Extracted records Block Start
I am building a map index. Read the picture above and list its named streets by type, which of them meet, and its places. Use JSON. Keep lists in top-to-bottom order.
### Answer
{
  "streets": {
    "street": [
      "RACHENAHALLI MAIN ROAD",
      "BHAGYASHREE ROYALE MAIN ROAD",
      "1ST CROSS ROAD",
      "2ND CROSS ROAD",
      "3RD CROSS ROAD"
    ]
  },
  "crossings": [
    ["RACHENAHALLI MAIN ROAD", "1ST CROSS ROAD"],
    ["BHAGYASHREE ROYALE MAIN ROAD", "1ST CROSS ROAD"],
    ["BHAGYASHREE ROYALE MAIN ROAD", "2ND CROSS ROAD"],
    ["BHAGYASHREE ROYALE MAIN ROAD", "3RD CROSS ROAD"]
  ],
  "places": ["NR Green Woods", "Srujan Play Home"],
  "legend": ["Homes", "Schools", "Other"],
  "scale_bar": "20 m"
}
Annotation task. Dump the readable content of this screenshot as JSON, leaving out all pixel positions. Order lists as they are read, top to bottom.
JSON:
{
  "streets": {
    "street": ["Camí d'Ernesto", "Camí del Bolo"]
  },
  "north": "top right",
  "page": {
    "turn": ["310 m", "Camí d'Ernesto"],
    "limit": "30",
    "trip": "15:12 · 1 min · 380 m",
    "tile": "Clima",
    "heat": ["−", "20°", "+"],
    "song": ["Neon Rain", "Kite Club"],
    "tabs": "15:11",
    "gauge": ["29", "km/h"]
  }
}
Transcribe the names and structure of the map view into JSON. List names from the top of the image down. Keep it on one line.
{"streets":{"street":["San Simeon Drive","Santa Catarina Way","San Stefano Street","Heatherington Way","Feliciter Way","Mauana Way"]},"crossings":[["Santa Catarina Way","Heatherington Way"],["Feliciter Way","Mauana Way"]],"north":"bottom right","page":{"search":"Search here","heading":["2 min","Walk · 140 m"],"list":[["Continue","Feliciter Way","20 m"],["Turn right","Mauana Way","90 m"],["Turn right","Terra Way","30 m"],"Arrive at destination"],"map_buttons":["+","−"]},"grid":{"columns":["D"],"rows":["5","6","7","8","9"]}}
Extracted records Block End
Work instruction.
Output all of the records, keeping every word exact.

Solution for this exercise.
I am building a map index. Read the picture above and list its named streets by type, which of them meet, and its places. Use JSON. Keep lists in top-to-bottom order.
### Answer
{
  "streets": {
    "street": [
      "RACHENAHALLI MAIN ROAD",
      "BHAGYASHREE ROYALE MAIN ROAD",
      "1ST CROSS ROAD",
      "2ND CROSS ROAD",
      "3RD CROSS ROAD"
    ]
  },
  "crossings": [
    ["RACHENAHALLI MAIN ROAD", "1ST CROSS ROAD"],
    ["BHAGYASHREE ROYALE MAIN ROAD", "1ST CROSS ROAD"],
    ["BHAGYASHREE ROYALE MAIN ROAD", "2ND CROSS ROAD"],
    ["BHAGYASHREE ROYALE MAIN ROAD", "3RD CROSS ROAD"]
  ],
  "places": ["NR Green Woods", "Srujan Play Home"],
  "legend": ["Homes", "Schools", "Other"],
  "scale_bar": "20 m"
}
Annotation task. Dump the readable content of this screenshot as JSON, leaving out all pixel positions. Order lists as they are read, top to bottom.
JSON:
{
  "streets": {
    "street": ["Camí d'Ernesto", "Camí del Bolo"]
  },
  "north": "top right",
  "page": {
    "turn": ["310 m", "Camí d'Ernesto"],
    "limit": "30",
    "trip": "15:12 · 1 min · 380 m",
    "tile": "Clima",
    "heat": ["−", "20°", "+"],
    "song": ["Neon Rain", "Kite Club"],
    "tabs": "15:11",
    "gauge": ["29", "km/h"]
  }
}
Transcribe the names and structure of the map view into JSON. List names from the top of the image down. Keep it on one line.
{"streets":{"street":["San Simeon Drive","Santa Catarina Way","San Stefano Street","Heatherington Way","Feliciter Way","Mauana Way"]},"crossings":[["Santa Catarina Way","Heatherington Way"],["Feliciter Way","Mauana Way"]],"north":"bottom right","page":{"search":"Search here","heading":["2 min","Walk · 140 m"],"list":[["Continue","Feliciter Way","20 m"],["Turn right","Mauana Way","90 m"],["Turn right","Terra Way","30 m"],"Arrive at destination"],"map_buttons":["+","−"]},"grid":{"columns":["D"],"rows":["5","6","7","8","9"]}}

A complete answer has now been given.